Material for the task below:

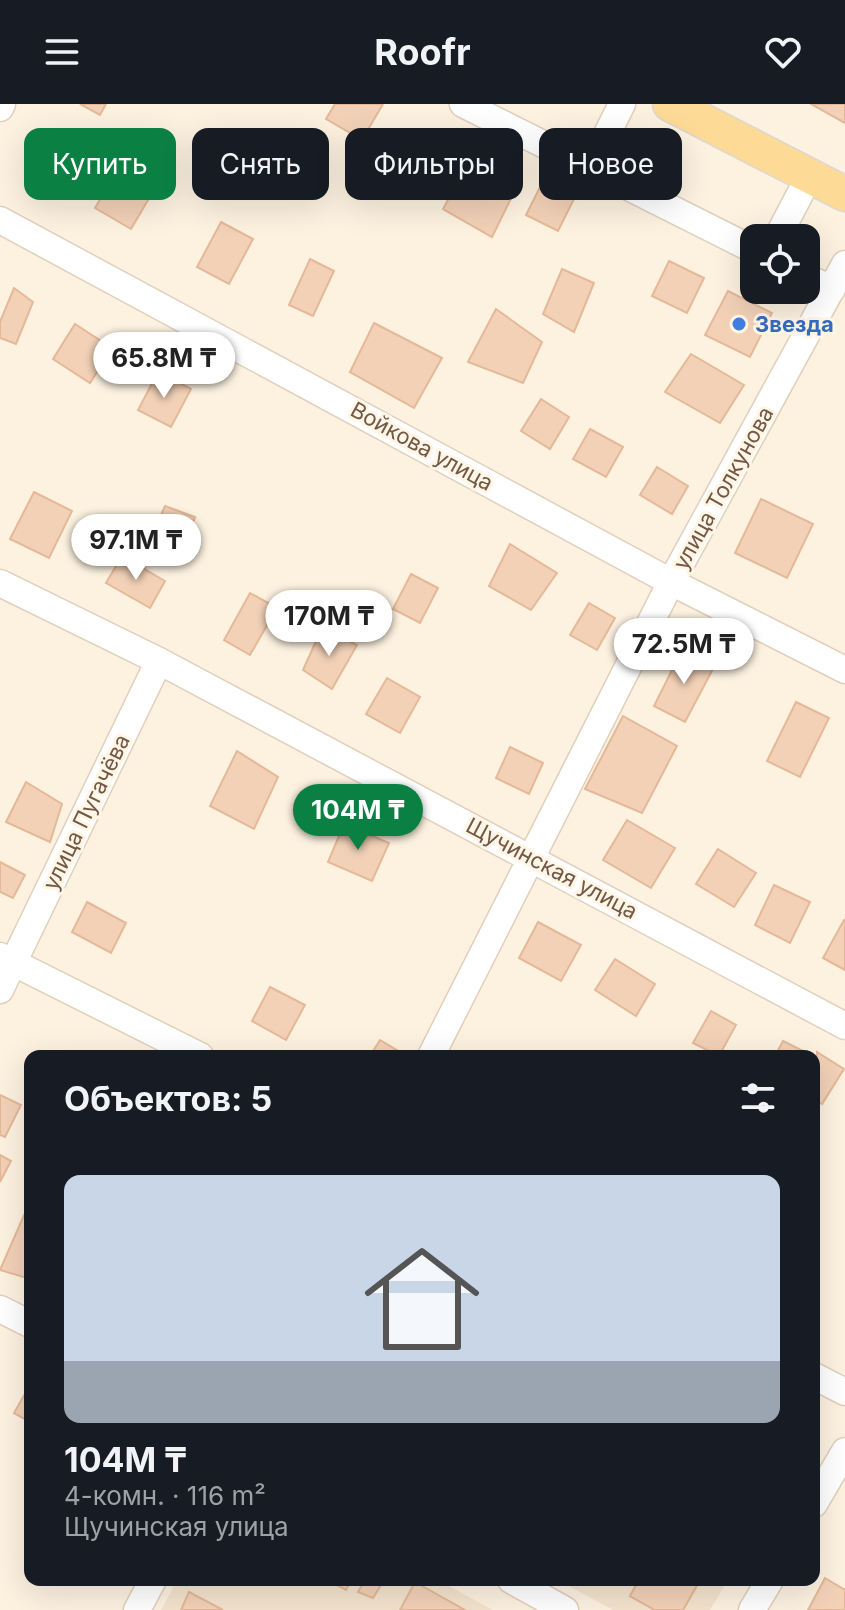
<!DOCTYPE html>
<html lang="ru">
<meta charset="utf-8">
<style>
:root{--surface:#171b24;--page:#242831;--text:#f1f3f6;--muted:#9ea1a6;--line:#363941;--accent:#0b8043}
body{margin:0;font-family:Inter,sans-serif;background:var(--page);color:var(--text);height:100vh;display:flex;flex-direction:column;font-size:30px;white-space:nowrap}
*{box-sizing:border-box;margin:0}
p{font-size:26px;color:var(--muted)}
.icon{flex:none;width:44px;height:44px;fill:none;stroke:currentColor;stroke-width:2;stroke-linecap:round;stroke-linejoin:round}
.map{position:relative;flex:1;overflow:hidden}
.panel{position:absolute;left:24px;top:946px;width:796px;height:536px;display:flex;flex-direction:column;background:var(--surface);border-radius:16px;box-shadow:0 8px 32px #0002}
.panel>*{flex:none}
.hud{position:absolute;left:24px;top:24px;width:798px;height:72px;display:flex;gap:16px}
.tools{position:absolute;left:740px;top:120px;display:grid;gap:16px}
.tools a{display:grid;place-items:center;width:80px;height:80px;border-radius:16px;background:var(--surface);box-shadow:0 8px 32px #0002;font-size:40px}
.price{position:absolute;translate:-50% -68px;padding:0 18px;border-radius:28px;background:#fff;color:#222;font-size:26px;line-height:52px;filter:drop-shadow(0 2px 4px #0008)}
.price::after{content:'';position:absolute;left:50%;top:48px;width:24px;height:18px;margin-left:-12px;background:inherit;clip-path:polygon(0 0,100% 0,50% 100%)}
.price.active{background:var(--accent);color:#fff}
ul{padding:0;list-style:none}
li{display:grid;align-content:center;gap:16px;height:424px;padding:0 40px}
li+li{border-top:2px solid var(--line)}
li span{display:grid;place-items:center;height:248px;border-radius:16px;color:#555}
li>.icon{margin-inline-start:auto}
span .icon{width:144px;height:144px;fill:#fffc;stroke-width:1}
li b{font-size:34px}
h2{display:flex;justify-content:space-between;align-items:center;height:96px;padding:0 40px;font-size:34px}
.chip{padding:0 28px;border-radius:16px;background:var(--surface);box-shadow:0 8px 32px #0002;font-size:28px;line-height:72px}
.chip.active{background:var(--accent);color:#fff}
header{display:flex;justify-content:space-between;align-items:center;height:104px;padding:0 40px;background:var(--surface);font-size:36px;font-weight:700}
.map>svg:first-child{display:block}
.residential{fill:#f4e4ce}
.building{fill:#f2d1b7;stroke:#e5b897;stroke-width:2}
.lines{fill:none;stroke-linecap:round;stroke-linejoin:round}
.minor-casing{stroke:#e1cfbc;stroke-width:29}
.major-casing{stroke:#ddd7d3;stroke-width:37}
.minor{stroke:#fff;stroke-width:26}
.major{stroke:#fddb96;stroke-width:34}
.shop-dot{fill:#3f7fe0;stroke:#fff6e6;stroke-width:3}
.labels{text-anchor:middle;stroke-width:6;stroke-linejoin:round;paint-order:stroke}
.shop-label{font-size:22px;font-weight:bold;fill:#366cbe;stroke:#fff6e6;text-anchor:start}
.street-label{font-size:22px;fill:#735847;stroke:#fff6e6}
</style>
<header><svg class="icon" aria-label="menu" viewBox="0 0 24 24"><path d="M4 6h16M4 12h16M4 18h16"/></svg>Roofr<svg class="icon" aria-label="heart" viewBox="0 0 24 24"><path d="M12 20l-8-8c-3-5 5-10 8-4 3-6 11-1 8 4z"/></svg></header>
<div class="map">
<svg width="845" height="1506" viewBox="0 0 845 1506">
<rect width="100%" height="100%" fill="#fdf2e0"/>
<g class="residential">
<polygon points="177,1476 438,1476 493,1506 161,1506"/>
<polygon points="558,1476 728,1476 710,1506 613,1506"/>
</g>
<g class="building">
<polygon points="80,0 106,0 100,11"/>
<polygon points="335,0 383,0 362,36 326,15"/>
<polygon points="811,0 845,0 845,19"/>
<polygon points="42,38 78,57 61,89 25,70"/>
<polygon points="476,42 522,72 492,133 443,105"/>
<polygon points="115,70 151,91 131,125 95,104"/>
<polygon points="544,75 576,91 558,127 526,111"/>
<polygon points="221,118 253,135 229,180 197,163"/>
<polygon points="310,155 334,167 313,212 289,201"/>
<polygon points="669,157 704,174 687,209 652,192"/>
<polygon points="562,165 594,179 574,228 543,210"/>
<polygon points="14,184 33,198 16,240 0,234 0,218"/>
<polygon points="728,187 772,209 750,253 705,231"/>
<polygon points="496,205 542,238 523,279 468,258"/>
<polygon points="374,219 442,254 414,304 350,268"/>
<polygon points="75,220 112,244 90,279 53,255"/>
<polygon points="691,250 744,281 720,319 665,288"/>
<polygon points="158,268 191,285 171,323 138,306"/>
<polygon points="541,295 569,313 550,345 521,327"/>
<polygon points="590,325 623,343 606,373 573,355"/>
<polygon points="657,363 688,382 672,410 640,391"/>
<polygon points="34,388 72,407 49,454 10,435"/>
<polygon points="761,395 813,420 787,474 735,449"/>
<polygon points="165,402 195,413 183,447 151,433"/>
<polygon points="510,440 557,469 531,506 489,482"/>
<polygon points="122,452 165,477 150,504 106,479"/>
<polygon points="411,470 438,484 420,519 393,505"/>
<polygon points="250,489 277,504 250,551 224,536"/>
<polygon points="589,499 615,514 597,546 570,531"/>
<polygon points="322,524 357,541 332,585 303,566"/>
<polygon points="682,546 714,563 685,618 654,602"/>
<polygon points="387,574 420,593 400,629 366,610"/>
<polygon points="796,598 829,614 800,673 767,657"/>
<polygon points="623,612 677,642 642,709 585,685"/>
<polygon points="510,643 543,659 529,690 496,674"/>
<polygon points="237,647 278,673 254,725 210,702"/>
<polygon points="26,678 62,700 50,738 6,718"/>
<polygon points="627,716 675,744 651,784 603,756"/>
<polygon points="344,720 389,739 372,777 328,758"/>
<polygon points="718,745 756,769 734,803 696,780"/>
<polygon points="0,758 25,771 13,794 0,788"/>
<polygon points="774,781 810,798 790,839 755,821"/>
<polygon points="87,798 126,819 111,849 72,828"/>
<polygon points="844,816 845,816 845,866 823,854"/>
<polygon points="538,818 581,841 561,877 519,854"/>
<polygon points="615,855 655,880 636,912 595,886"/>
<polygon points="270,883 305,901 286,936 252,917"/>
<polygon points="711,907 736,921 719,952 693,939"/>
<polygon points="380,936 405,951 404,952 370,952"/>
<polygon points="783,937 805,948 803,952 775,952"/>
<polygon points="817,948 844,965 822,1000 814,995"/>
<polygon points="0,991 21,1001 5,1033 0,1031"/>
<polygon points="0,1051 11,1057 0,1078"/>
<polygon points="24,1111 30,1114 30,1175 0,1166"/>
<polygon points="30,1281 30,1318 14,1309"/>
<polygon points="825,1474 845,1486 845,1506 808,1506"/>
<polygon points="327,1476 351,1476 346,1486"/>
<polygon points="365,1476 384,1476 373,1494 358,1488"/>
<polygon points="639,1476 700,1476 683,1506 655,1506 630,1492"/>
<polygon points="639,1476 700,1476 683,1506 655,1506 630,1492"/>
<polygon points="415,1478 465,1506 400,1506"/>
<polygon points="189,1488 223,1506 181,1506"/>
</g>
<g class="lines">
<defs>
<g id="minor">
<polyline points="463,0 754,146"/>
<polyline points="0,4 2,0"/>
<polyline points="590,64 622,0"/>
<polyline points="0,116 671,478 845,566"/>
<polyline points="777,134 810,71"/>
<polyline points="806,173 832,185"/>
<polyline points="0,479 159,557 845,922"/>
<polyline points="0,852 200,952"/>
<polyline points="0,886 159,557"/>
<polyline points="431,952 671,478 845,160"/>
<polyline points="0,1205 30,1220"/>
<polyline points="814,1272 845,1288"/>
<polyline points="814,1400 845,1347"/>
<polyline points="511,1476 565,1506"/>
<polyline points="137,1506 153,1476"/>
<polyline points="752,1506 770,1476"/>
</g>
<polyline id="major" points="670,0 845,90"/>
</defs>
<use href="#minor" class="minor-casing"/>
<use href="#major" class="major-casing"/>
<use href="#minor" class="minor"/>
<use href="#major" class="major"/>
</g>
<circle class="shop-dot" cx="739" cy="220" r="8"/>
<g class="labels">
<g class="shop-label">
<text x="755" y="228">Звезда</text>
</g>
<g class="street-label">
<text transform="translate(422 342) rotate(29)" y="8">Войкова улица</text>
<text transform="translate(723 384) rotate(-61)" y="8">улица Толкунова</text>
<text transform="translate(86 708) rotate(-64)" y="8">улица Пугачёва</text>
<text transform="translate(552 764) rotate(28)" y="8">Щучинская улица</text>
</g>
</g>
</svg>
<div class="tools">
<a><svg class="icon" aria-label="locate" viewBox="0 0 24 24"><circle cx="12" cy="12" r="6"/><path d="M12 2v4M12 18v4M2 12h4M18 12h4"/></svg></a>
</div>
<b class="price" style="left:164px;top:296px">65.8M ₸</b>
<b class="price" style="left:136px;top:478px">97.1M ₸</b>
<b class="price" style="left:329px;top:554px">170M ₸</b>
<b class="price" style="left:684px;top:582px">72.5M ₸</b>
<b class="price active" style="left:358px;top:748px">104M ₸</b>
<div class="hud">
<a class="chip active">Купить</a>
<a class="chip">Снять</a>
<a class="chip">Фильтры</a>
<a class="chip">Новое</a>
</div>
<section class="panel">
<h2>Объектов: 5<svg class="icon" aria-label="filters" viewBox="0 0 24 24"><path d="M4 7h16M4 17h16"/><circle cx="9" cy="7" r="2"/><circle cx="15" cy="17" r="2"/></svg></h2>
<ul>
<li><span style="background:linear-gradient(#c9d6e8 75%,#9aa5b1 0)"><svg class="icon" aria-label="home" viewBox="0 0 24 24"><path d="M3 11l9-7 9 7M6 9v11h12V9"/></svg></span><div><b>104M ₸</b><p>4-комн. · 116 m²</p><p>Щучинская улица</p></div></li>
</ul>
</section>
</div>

End of Material for the task.

_Directions:_ Find the word "column" in the entries above. Copy every line that has it.

_Your response:_
body{margin:0;font-family:Inter,sans-serif;background:var(--page);color:var(--text);height:100vh;display:flex;flex-direction:column;font-size:30px;white-space:nowrap}
.panel{position:absolute;left:24px;top:946px;width:796px;height:536px;display:flex;flex-direction:column;background:var(--surface);border-radius:16px;box-shadow:0 8px 32px #0002}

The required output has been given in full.